Беседа — удовольствие, неведомое провинции. Там гости съезжаются, чтобы вместе пообедать или поужинать, сыграть в карты, но не поговорить.
Ей также совершенно незнакомо присущее законодательницам парижских светских салонов искусство сводить вместе людей, которые благодарны им за это — они вряд ли повстречались бы сами по себе, — искусство в нужных дозах отмеривать ученость, острословие, непринужденность и преклонение перед авторитетами.
Даже если провинциальный светский кружок пожелает на время заполучить профессора или ученого, сомнительно, чтобы из этого получилось что-нибудь путное.
Разумеется, провинциальное общество не состоит сплошь из одних дураков: в главном городе департамента или округа непременно найдутся достойные люди. А то, что салонная жизнь, столь приятным образом заполняющая столичную жизнь, нигде, кроме Парижа, как будто бы невозможна, объясняется нелепым правилом, тяготеющим над провинциалами: принимай только то, за что ты в состоянии отплатить. Незыблемость этого установления пагубно сказывается на взаимоотношениях и общении людей.
В Париже люди состоятельные, ведущие светский образ жизни, полагают своим правом собирать у себя круг избранных, но избранных не одного круга. Они горды тем, что под крышей их дома сходятся таланты. Причем между гостями и хозяевами, будь последние хоть королевских кровей, устанавливаются такие отношения, при которых заведомо известно, что гений или остроумец, то есть тот, кто несет на алтарь общения больше даров, получает и большее воздаяние.
Принятым на таких началах, окруженным почетом, художникам и писателям в Париже нет надобности рядиться в чопорные одежды высокомерного презрения и отчужденности, свойственные провинциальным «интеллектуалам», когда те высовываются из своих нор.

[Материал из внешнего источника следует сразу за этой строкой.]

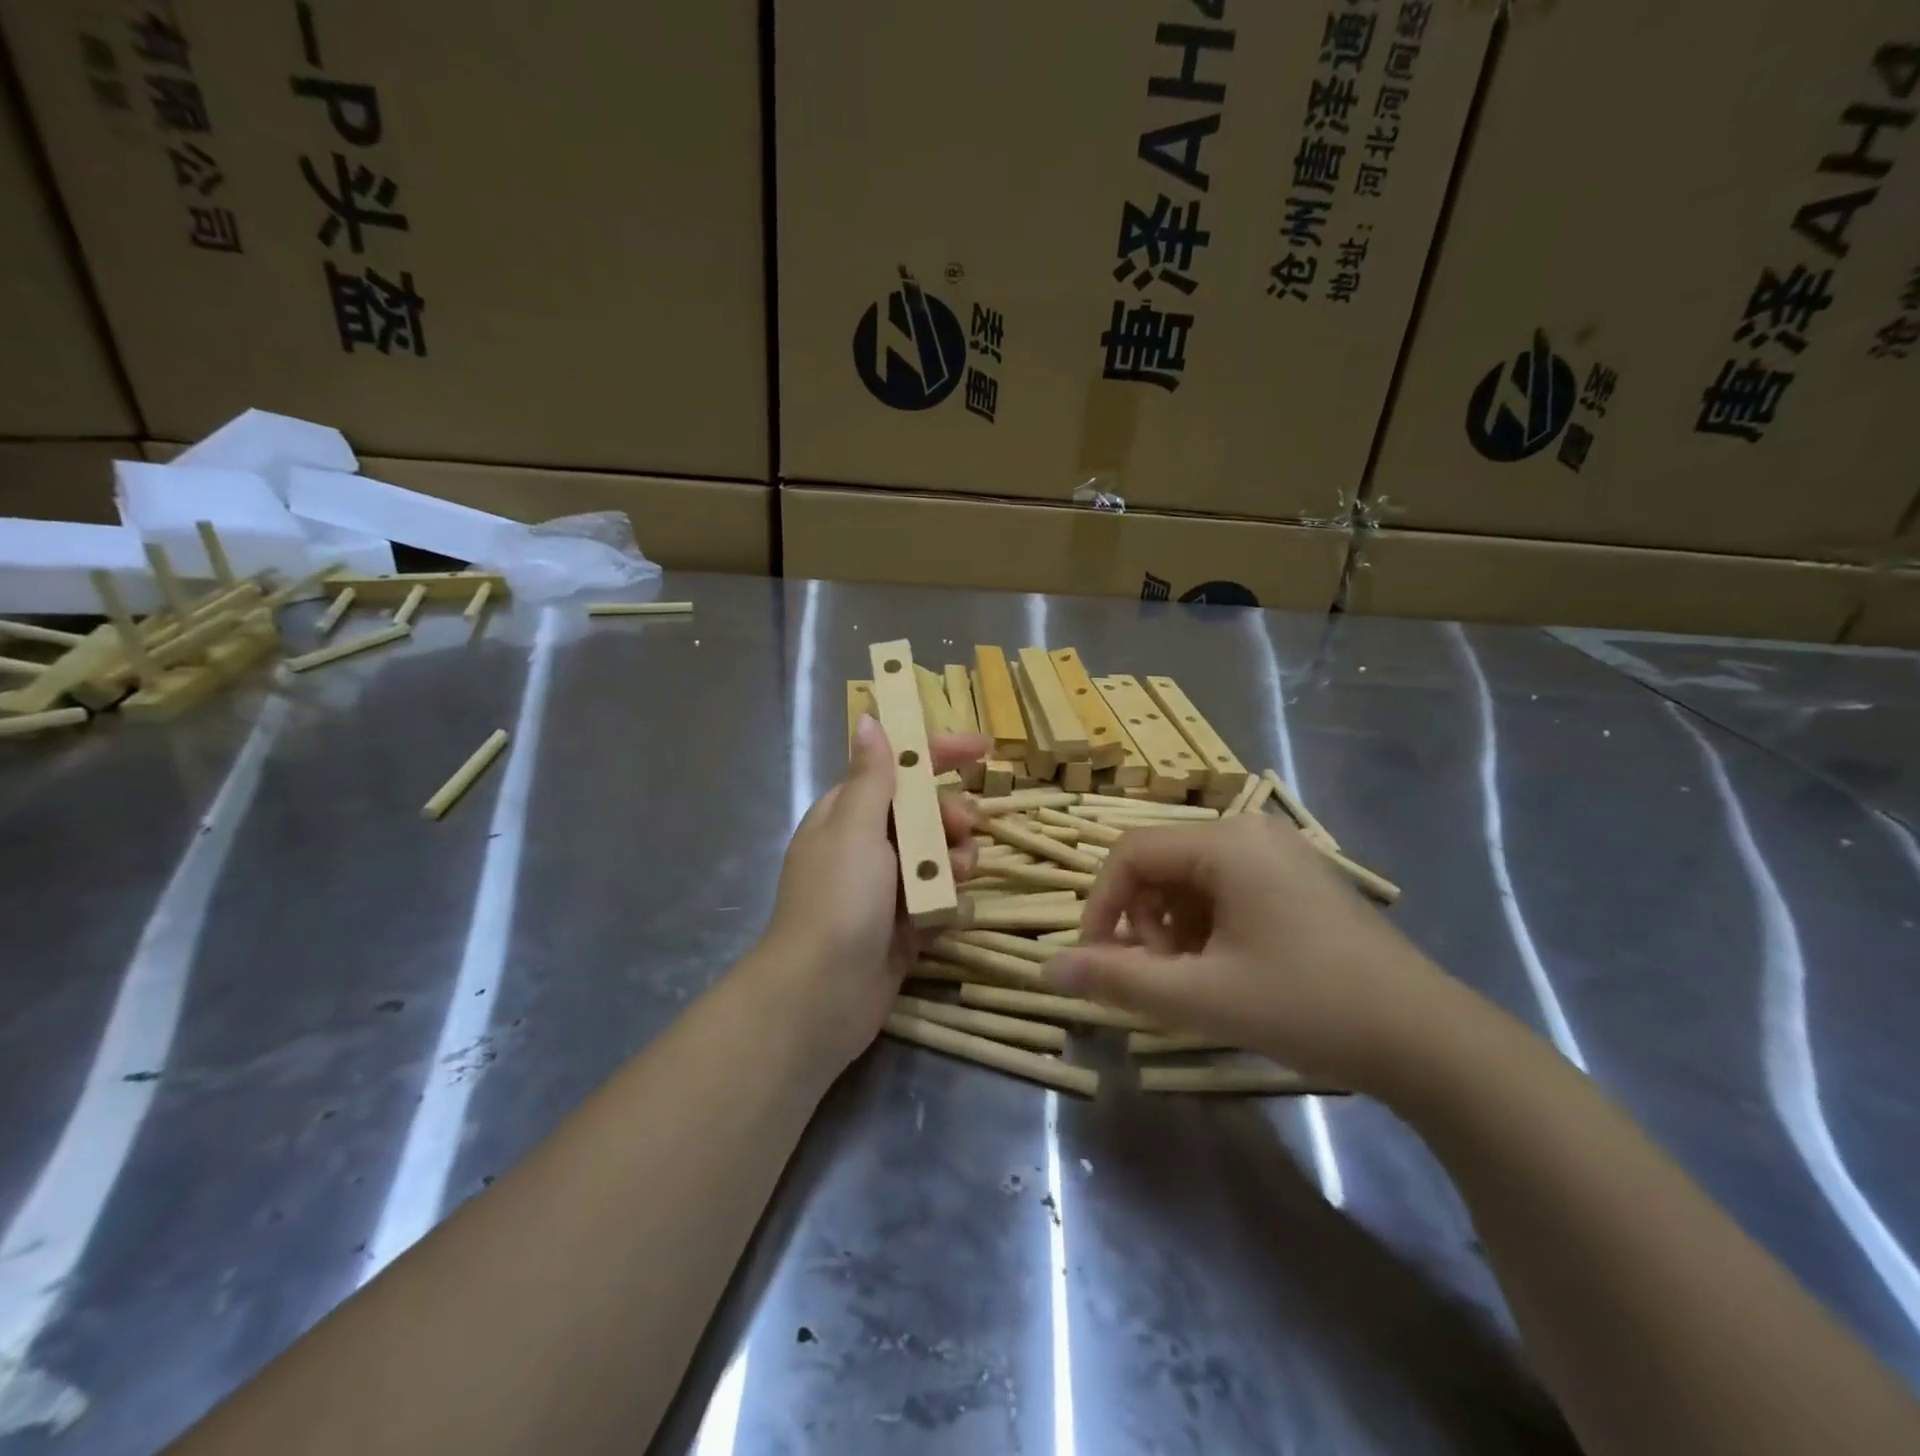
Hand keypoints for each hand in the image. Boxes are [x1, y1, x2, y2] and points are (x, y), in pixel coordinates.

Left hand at [757, 715, 989, 1072]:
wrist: (821, 996)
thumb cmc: (838, 900)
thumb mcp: (854, 827)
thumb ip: (871, 775)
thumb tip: (868, 719)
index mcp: (847, 815)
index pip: (897, 770)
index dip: (938, 755)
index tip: (982, 749)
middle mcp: (866, 848)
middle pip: (925, 814)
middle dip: (950, 816)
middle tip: (963, 828)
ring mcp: (886, 890)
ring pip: (939, 858)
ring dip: (954, 861)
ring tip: (954, 878)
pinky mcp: (905, 928)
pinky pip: (940, 901)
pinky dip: (947, 903)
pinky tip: (946, 916)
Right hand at [1049, 814, 1460, 1092]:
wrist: (1428, 1040)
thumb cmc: (1309, 1006)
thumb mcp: (1201, 998)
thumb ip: (1118, 980)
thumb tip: (1047, 969)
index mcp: (1226, 843)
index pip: (1130, 854)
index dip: (1099, 905)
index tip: (1097, 960)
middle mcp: (1251, 831)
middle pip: (1160, 864)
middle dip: (1142, 921)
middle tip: (1158, 978)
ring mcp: (1279, 853)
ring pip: (1190, 880)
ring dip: (1172, 928)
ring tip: (1195, 980)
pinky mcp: (1298, 879)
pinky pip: (1226, 889)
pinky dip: (1207, 926)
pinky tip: (1229, 970)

В провинции человек неглупый и даже незаурядный целиком погрязает в своих занятиях. И лишь великим умам дано избежать этой опасности.
Столичная жизнь не позволяет делам полностью поглощать наше внимание. Занятый сверх меры политический деятель, видный адвокат или знаменитый хирург умеют дать себе передышку — поболтать, выкурить сигарету, — и помогает им в этом привычная обстановка светской гостиной.
В провинции адвокат, давший публике повод усомниться в его полнейшей занятости, считает себя обесчещенным. «Я не принадлежу себе» — такова песенка провинциалов! Ничего не поделаешь — их заедает профессия.
Джентльмен, возвращаясь из столицы в родные края, попадает в общество, отдельные представители которого кое в чем его превосходят, однако маловероятно, что на его пути там когда-либо повстречается личность поистине незаурядная, которая превзойдет его по всем статьям.
Общение с людьми, одно присутствие которых уже обогащает, — радость, даруемая только столицей и почти неизвестная за ее пределами.
Симптомы кровоизлияния в мозг — недуга, которым страдает Франция, — общеизвестны. Какая жалость, что сугубо духовные формы человеческой деятельности (я имею в виду искусство, а не науку) не могут развиваться вне столицы! Но так ли уж верно, что творить можно только в Париже?